Das Geheimnis der perfekten Currysoße
Für viele Fans entscheidet die Soße über den Geschmack der Currywurst. Anja Würfl, Betreiberin des YouTube-Kanals Die Frau am Grill, betont die Balance zwischen Süße, Säure und Schärfe. Ihr Rezept für eine imbisswürdige Currysoße beginnt mit dem Anschwitzen von Zwiebeln und Knoblauch, gefolgt von Tomatenmark, das leicht angeröstet wird. Entscheidend ist das Ablöschen mit 500 ml Cola, was eine karamellige Note verleiht. Danach werden passierte Tomaten, Tomatenketchup, Worcestersauce, Gewürzessig und Currypulver hinzugefügt. Die Soße muss ein bis zwei Stunden einköcheln, um die gewünschte Konsistenz und Tiefe zu entwickeln. Ein Tipp von Würfl: Am Ende einen Stich Butter zufügen, damit die Soße seidig-glänzend wird.
Die Wurst als solide Grundlage
Ob die Soße oder die Wurst wichtiger ist, bleibt Streitthema. Fakt ist, dass die beste Soße nichts ohne eine gute Wurst ausmacht. In den meisten Imbissen wird eine vorgegarte, feine Brühwurst verwendet, die neutraler im Geschmack ist als eine Bratwurst. Die Qualität zahlt sich aus: Eine Wurst mit hohem Fleischanteil und kurzer Zutatenliste, die fest, aber nicht gummiartig ist, eignet sich ideal. Ob mit Darm oder ohne, ist dabei keine Frage der Qualität, sondern lediglich der Textur und regionalen Präferenz.

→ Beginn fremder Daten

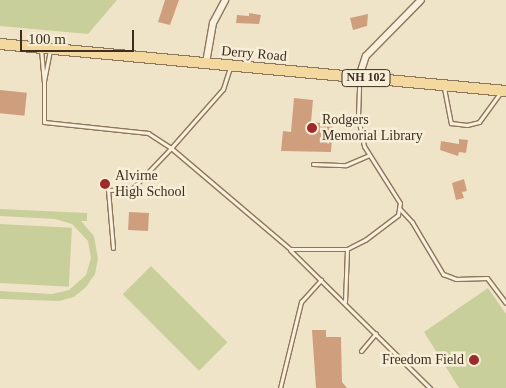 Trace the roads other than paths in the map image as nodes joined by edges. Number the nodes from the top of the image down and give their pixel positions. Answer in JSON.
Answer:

Kreative Experimente und kulturelle Bedeutung
Während die Currywurst in Berlin und dem Ruhrgebiet ein kulinarisches Kulturgut ist, wird in anderen Regionen erfolgreich mit ihr experimentiert. In Neuwied findet jährlich das Festival der Currywurst statt, wo über 30 Anbieter ihre Interpretationen präsentieren – von klassischen Varianten wie Currywurst mit Jack-Daniels-Soße bis zu experimentellen Kreationen wie Currywurst aus Lachs oder veganer Currywurst Carbonara-Style. Oberbürgermeister Jan Einig betont die überraschende Vielfalt, die Besucher begeistert.
Für Mario Ziervogel liegen die Stärken der Currywurst im vertrauten Geschmack, nicht in kurzlebigen Modeerscheinungen wie Blattgold oder Trüffel. Von der Manta-Platte bis zum Taxiteller, der Gyros, Zaziki, Pommes und Currywurst kombiniert, hat sich die Currywurst tief in der Popkultur verankert. Die Frage nach ihrem Ursprung – ob Berlin, Hamburg oder Duisburg – wird leidenschaftlich diskutiert, doch dass es sie gibt, ist ein Glücksfall für die deutsche Imbisskultur. Bleibt nur noch zu klären, ob eine oder „zwei Currywurst“ bestellt werden – bei großem Appetit lautet die Antwort meist: Doppel-Currywurst.